緊急事態再発出によせて

昨年末からの新型コロナウィルスの全国的な感染拡大を受けて、政府は1月8日~2月7日まで埼玉県、千葉県、東京都、神奈川県に、さらに1月14日からは栃木県、岐阜県、愛知県、京都府、大阪府、兵庫県、福岡県も加えて11都府県に緊急事態の再発出を行うこととなりました。一部の報道では、政府与党は今後さらなる新型コロナウイルス感染対策強化を考えているようです。感染者が入院勧告を拒否した場合に感染拡大は抑えられないために、感染症予防法を改正して刑事罰を科して実効性をあげる方向で検討に入ったといわれています。また、この法案では無症状や軽症の感染者に対する宿泊・自宅療養の義務化も視野に入れて、通常国会に提出する意向だときいています。
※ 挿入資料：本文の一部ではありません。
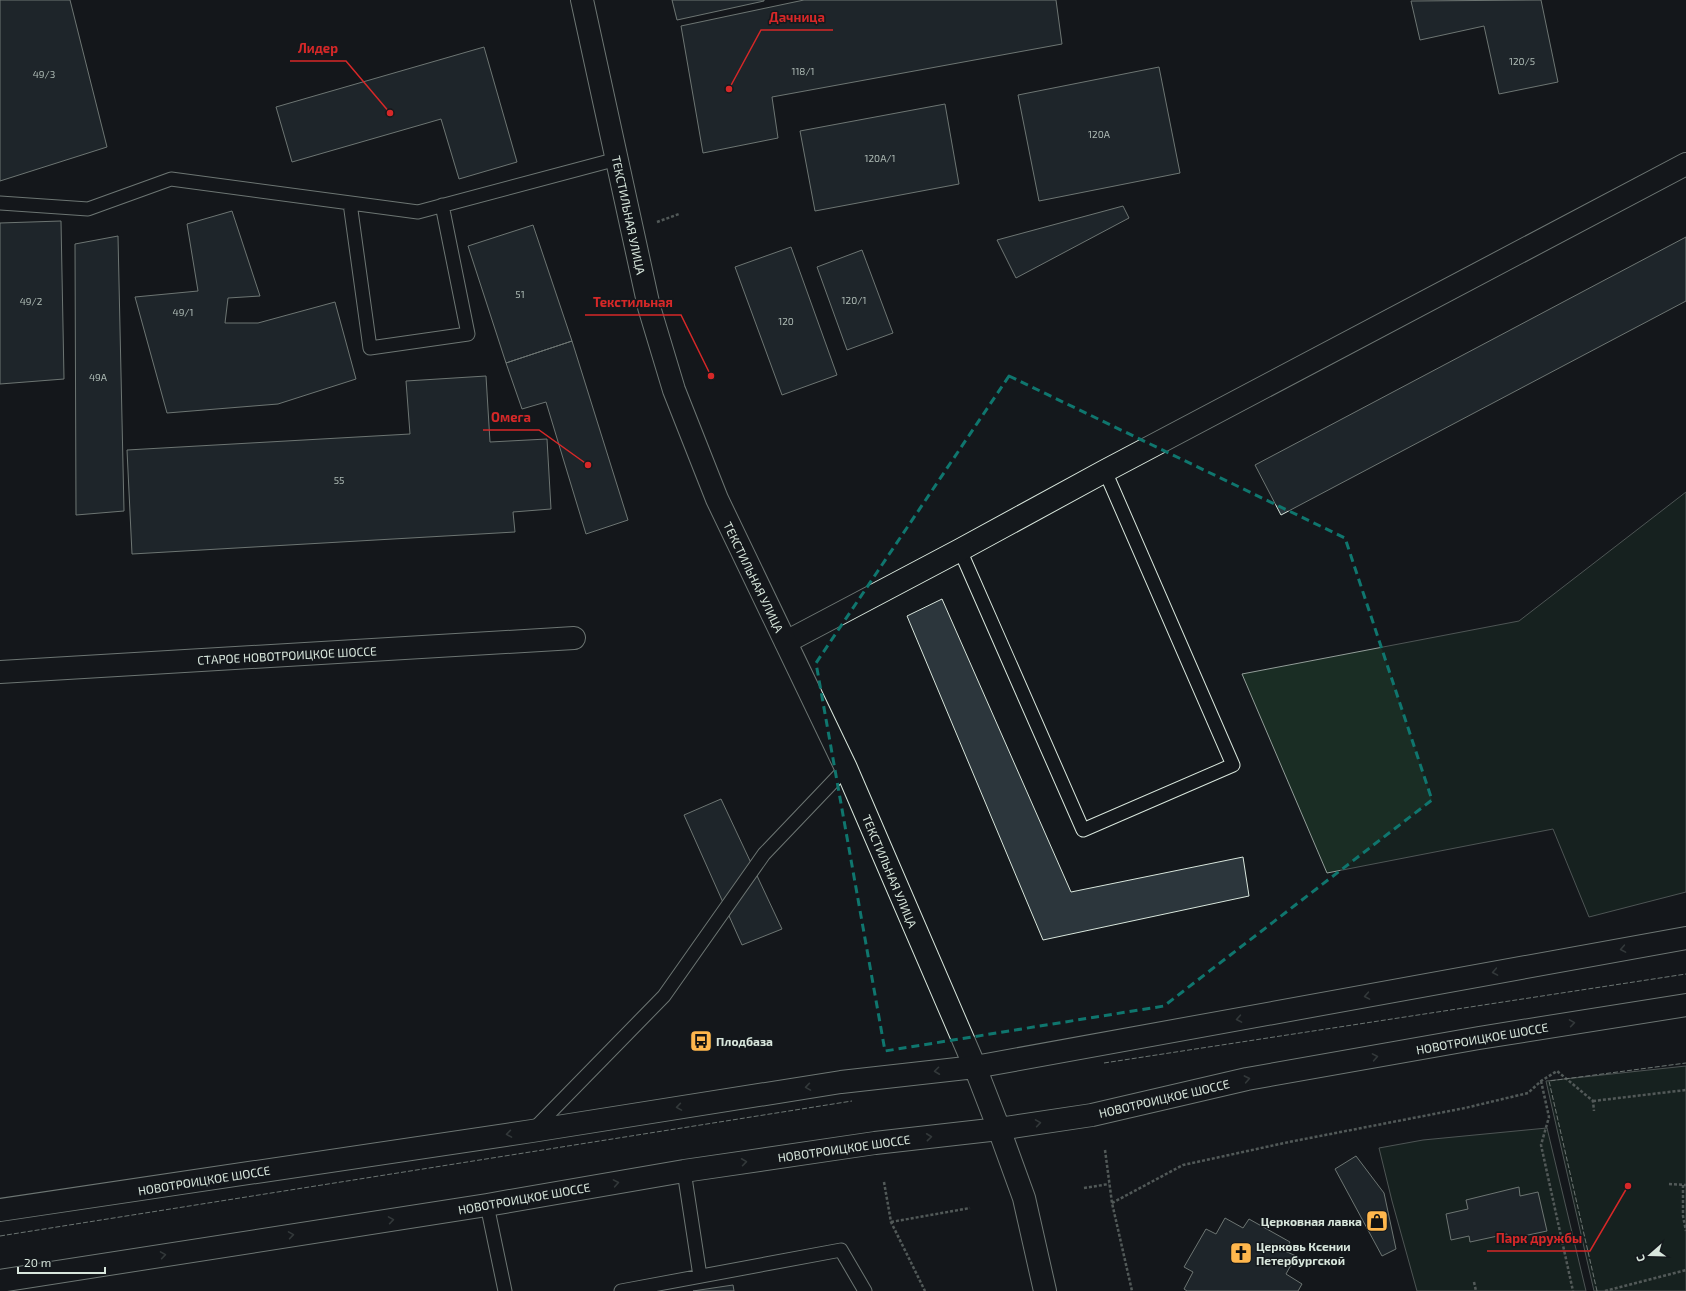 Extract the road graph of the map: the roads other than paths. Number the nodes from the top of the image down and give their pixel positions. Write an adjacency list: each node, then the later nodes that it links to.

かつてハンセン氏病が国家をゆるがす感染症とみなされていた頃、戦前の内務省が作成した「癩の根絶策」に基づいて、1931年に「癩予防法」が改正されました。この改正では在宅患者を含めた全患者が隔離対象となり、絶対隔離政策の基盤が整えられましたが、この背景には1929年から広まっていた「無癩県運動」がありました。この運動は、全国の警察、方面委員、宗教者、愛国婦人会らによって行われましたが、その目的は患者を摘発、排除し、地域から患者を一掃することにおかれました。この運動によりハンセン氏病に対する恐怖心があおられ、患者や患者家族の差別、迫害が助長されました。この強烈な隔離政策推進は国際会議や国際連盟報告とは異なっていたと今日では指摘されています。ハンセン氏病および患者は恐ろしいもので、一旦罹患したならば隔離以外方法はないとの社会的雰囲気が醸成されました。さらには、日本と海外の諸国を比較して、ハンセン氏病り患者の数が国の格を表すかのような喧伝もなされ、より苛烈な対応策が必要であるという世論形成において報道機関の影響も少なくないものがあったとされています。

この運動は第二次世界大戦による中断をはさんで、戦後も持続しました。戦前の無癩県運動は警察と一般市民の密告が主体でしたが、戦後の無癩県運動は保健所が活動の主体となったものでした。戦後は新たな日本国憲法が制定されたので戦後の無癩県運動の方が人権侵害が少なかったように思えるかもしれませんが、1953年の「らい予防法」制定では強制隔離は継続され、強制入所、患者の従業禁止、汚染場所の消毒、物件の消毒廃棄、入所者の外出禁止、所長の秩序維持などが規定されましたこともあり、実は戦後無癩県運動の方が強制隔離運動は徹底していたとされています。しかし、1948年にはプロミンの治療効果が確認されており、1955年にはハンセン氏病患者の救済と社会復帰のための会議においてハンセン氏病は伝染力が微弱であることの確認、差別待遇的諸立法の撤廃、在宅治療の推進、早期治療の必要、社会復帰援助等を内容とする「ローマ宣言」がを採択されています。時とともにさまざまなエビデンスと乖離していることが明らかになり、のちに憲法違反であると指摘されながらもいったん制定された「癩予防法/らい予防法」を廃止して人権侵害の見直しが行われたのは1996年でした。本当に長い年月がかかりました。

現在流行している新型コロナ感染症はもちろん別の感染症であり、疫学も社会の公衆衛生に関する考え方も時代の変化により異なっています。防疫対策を軽んじる気持ちは全くありませんが、それでも、今一度、ハンセン氏病の歴史から私たちは学ぶ必要があるのではないでしょうか。

熊本県の報告書は一読の価値があると思います。